Marginalizing over emotion conditions: Marginalizing over emotion conditions may appear counterintuitive when the winning model—accounting for the influences of gaze, head, and emotion on drift rates—outperformed other models that did not also account for the influence of emotion on drift rates. This is an open question, but it is likely that Model 10 captured subtle nuances in how emotion influenced evidence accumulation that helped improve out-of-sample predictions but were not sufficiently large to yield credible condition-level effects, when tested at the group-level as we did.

One explanation is that Model 10 better captured variability at the subject-level and not the group-level as our tests of condition-level effects examined. In other words, the lack of within-group differences in drift rates based on emotion may not have occurred universally within the subjects of each group. Rather, condition-level emotions effects may have occurred for a subset of individuals within each group. In this case, the added variability introduced by emotion effects for some—but not all—subjects would have been best captured by Model 10. However, if this occurred in just a subset of subjects, these effects would not be sufficiently influential to produce group-level emotion effects in the group-level hyperparameters for the drift rates.

Although we chose to marginalize over samples in the analyses in the main text, for completeness and transparency we also report the tests of group differences in drift rates before marginalizing over the emotion condition in the supplement section named “Drift Rate (Group/Gaze/Head/Emo Effects)”.
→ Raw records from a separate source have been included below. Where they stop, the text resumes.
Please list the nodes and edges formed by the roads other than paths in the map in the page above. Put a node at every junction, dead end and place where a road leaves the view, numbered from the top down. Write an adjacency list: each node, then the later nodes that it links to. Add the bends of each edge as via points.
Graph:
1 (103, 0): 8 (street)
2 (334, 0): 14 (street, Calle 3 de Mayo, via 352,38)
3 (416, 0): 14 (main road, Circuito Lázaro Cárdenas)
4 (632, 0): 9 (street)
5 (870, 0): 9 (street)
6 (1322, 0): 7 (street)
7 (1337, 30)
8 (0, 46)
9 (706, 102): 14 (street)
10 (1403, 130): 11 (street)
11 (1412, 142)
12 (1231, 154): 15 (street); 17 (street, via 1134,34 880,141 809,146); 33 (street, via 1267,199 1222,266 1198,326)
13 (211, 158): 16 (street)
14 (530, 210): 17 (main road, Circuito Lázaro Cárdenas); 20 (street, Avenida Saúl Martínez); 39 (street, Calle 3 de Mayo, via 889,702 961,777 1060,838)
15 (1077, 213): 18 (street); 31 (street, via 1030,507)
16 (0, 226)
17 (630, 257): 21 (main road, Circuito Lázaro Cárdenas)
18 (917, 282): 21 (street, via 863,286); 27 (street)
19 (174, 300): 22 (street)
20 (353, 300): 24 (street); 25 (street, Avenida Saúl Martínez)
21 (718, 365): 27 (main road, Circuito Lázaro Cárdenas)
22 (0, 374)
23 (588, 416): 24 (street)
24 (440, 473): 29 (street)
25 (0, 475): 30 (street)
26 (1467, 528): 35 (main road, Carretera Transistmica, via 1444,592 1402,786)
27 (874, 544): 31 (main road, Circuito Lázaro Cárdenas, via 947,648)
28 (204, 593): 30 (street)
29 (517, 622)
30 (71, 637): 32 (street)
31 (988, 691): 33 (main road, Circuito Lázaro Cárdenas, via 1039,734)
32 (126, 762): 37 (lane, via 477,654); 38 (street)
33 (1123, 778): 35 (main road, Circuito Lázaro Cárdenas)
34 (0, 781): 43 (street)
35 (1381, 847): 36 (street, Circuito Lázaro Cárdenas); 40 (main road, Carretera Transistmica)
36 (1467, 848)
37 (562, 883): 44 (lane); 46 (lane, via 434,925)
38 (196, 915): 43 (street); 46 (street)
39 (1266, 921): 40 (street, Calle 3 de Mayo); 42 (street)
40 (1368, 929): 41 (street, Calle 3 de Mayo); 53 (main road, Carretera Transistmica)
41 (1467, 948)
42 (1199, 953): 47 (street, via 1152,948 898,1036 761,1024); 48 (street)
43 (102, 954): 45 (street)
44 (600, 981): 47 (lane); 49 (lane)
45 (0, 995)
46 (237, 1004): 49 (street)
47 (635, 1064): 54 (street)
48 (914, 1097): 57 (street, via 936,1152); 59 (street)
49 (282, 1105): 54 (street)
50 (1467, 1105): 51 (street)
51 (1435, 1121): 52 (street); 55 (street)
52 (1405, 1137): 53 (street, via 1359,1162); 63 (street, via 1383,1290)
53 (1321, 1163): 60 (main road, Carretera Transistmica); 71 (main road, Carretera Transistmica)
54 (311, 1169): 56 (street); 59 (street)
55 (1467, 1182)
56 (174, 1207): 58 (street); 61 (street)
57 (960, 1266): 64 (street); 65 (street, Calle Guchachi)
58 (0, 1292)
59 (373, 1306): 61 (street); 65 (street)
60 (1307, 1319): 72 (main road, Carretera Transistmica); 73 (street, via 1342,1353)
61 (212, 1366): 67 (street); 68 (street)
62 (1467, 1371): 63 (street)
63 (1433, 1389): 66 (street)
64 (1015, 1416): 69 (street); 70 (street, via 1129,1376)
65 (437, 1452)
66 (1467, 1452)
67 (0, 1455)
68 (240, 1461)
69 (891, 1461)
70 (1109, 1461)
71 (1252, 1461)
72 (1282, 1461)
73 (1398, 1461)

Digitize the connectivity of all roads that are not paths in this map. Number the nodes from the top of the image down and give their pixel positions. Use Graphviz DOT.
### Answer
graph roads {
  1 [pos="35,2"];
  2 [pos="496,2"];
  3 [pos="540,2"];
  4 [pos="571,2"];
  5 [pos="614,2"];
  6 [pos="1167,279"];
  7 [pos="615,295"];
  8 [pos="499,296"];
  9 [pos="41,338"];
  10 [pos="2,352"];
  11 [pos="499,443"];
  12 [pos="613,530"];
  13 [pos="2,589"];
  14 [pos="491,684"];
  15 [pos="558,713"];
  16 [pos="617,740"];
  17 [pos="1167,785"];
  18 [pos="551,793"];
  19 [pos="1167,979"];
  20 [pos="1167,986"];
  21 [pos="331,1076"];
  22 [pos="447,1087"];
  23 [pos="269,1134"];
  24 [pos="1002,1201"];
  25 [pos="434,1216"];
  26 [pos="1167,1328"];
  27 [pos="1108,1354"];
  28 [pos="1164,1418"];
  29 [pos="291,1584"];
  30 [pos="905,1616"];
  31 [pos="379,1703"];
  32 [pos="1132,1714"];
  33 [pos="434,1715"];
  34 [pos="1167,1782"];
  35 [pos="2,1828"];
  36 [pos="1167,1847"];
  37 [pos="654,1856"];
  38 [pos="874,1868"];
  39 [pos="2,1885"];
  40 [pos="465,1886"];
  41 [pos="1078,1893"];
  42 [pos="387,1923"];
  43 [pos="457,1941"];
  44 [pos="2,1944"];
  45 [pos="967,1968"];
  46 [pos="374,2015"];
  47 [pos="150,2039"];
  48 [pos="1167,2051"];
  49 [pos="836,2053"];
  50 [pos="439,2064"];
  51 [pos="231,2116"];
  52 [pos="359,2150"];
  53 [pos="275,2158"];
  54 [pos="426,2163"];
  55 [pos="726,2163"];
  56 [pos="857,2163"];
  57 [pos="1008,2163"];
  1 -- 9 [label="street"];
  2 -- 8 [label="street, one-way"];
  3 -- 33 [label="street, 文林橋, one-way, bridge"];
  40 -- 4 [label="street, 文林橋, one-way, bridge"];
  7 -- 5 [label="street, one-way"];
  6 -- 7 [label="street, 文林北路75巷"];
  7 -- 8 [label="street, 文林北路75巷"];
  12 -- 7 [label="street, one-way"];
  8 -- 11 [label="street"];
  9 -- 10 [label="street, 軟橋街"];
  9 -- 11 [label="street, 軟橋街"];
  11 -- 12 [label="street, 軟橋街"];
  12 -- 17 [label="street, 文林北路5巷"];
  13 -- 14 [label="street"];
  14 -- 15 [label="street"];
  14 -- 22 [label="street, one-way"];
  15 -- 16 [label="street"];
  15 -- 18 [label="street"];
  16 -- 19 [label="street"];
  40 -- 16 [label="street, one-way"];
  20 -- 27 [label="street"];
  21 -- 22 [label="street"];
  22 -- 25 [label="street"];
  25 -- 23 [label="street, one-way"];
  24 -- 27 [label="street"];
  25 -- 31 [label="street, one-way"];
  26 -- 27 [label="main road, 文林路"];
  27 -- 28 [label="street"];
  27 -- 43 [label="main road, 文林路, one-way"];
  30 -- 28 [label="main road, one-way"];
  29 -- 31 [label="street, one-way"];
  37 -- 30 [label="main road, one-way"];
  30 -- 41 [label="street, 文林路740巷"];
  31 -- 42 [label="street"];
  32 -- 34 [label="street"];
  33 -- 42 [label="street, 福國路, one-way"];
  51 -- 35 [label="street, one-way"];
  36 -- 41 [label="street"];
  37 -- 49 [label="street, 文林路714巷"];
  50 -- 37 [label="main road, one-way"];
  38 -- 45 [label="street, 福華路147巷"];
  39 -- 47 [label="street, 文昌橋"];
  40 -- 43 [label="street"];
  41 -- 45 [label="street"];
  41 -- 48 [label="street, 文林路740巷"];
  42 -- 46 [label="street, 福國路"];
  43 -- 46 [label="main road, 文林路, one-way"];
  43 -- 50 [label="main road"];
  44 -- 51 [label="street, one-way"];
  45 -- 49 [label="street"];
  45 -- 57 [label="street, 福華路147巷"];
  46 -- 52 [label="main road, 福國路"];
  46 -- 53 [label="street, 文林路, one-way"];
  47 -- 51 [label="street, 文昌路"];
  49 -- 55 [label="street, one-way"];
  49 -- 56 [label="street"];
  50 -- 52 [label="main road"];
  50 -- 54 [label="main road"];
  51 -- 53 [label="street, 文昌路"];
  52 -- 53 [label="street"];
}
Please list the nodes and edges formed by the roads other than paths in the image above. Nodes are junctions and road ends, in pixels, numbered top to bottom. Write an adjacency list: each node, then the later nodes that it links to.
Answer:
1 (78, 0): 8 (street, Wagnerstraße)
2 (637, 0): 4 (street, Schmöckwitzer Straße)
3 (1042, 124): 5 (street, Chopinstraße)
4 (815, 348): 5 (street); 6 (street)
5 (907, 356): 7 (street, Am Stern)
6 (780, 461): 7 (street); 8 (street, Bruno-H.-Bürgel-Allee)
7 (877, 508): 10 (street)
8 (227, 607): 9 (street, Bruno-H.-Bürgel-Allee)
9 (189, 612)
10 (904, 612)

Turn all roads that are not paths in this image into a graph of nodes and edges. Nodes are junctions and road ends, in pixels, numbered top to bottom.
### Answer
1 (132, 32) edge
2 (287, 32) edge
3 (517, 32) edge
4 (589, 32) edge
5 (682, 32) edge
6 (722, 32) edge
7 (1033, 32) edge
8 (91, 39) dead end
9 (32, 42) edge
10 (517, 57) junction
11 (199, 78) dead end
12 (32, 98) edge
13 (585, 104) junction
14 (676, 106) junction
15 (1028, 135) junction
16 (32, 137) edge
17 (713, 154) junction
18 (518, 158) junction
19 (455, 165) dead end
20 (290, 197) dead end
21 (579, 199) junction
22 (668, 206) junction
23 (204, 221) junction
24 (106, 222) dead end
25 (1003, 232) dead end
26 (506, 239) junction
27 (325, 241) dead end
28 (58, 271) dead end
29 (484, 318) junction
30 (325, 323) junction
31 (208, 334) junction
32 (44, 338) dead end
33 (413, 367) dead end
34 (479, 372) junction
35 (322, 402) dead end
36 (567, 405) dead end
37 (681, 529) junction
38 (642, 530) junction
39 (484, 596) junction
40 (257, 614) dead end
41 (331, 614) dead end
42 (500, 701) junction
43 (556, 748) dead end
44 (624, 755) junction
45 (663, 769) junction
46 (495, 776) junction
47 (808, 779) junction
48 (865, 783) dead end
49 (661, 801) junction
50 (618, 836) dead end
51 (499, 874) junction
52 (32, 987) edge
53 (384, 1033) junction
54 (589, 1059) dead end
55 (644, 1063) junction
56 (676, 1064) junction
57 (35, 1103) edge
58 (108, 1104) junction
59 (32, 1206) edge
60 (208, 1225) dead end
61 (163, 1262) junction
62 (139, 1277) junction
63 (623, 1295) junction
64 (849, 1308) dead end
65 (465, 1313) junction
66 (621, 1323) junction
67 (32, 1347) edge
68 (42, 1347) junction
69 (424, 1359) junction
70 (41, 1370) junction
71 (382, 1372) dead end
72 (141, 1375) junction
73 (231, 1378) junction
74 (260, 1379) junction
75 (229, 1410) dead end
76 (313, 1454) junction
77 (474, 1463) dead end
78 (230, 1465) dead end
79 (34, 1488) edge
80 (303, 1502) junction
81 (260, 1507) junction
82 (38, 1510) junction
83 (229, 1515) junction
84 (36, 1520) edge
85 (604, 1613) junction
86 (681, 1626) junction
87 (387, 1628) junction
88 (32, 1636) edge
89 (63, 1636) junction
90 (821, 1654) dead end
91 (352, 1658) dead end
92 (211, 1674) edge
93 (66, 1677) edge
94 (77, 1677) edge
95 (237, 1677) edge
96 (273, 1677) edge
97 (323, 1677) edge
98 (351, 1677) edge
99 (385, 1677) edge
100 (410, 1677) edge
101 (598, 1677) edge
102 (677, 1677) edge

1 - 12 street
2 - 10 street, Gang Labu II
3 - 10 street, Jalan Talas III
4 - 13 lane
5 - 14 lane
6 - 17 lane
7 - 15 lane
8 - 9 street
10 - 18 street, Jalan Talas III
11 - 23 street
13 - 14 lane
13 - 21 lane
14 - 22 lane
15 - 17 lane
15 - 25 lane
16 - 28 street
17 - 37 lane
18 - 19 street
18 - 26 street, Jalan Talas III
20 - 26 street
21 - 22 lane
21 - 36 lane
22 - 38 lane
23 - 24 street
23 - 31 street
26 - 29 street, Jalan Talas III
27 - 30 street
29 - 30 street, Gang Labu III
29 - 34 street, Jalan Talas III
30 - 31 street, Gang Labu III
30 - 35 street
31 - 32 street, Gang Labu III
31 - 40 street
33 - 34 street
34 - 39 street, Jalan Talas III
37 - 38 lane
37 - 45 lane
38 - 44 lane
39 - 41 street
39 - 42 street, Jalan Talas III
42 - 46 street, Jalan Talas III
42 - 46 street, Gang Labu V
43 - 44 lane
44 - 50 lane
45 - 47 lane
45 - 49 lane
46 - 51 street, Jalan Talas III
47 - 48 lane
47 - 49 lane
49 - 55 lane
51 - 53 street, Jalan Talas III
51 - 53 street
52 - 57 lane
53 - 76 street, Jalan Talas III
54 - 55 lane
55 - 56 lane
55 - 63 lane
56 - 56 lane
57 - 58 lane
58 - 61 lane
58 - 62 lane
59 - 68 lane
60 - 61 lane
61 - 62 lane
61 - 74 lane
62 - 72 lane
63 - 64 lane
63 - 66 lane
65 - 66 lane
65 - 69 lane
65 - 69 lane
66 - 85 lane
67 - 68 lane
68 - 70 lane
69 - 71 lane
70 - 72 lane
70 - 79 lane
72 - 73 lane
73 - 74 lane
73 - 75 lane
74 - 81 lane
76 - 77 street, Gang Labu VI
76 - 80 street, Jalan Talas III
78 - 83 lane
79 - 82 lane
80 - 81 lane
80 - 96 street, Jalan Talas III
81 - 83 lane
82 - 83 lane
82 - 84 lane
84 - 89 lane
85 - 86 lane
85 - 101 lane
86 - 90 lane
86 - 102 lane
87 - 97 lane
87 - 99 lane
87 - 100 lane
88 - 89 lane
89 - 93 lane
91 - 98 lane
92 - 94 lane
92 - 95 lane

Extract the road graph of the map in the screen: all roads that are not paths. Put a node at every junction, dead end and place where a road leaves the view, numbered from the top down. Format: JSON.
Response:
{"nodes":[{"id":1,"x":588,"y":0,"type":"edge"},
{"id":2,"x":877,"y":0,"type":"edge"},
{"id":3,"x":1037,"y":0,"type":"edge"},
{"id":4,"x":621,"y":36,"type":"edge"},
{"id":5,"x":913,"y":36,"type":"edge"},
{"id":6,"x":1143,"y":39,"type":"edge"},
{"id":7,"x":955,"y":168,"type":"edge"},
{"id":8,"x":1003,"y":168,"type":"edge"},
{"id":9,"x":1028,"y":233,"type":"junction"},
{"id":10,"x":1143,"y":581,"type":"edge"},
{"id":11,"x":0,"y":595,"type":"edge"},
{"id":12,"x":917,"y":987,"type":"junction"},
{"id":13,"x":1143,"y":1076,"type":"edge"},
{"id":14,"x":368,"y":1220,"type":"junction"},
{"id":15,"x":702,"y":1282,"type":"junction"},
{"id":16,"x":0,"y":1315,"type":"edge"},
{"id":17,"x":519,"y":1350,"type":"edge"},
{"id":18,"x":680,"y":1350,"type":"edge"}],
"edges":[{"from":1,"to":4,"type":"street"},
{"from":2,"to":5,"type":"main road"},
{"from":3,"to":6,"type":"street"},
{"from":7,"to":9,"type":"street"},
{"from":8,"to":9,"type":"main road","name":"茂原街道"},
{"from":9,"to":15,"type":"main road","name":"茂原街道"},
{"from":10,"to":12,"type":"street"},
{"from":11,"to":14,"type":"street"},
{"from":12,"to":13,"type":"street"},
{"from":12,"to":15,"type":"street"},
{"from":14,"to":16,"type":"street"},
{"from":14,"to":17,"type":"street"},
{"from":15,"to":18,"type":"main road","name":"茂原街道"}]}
Posterior Differences in Drift Rates Between Emotion Conditions (by Dx Group, Gaze Direction, Head Orientation)
group cond_gaze cond_head emo_contrast HDI_lo HDI_hi mean
hc direct forward neutral-fearful -0.379 0.271 -0.057
bd direct forward neutral-fearful -0.266 0.246 -0.014
sz direct forward neutral-fearful -0.327 0.463 0.076
hc indirect forward neutral-fearful -0.251 0.368 0.054
bd indirect forward neutral-fearful -0.264 0.280 0.015
sz indirect forward neutral-fearful -0.492 0.334 -0.079
hc direct deviated neutral-fearful -0.333 0.449 -0.333
bd direct deviated neutral-fearful -0.108 0.455 0.178
sz direct deviated neutral-fearful -0.168 0.695 0.264
hc indirect deviated neutral-fearful -0.229 0.163 -0.031
bd indirect deviated neutral-fearful -0.367 0.084 -0.142
sz indirect deviated neutral-fearful -0.549 0.131 -0.208

14.6 Drift Rate (Gaze Effects)

After marginalizing over emotion conditions, we examined the influence of gaze direction on drift rates in all three groups. Results show facilitation effects of gaze direction in all three groups for deviated heads (higher drift rates for indirect gaze when heads are deviated). However, we don’t see this as consistently for forwards heads.

Posterior Differences in Drift Rates Between Gaze Direction Conditions (by Dx Group, Head Orientation)
group cond_head gaze_contrast HDI_lo HDI_hi mean
hc forward direct-indirect -0.511 0.130 -0.186
bd forward direct-indirect 0.154 0.689 0.422
sz forward direct-indirect -0.120 0.690 0.281
hc deviated direct-indirect -2.895 -2.295 -2.597
bd deviated direct-indirect -1.814 -1.291 -1.551
sz deviated direct-indirect -1.890 -1.105 -1.500

14.7 Drift Rate (Head Effects)

After marginalizing over emotion conditions, we examined the influence of head orientation on drift rates in all three groups. Results show credible differences in drift rate based on the head orientation direction of stimuli, such that individuals show more efficient evidence accumulation for forward vs deviated heads. This is found in all three groups.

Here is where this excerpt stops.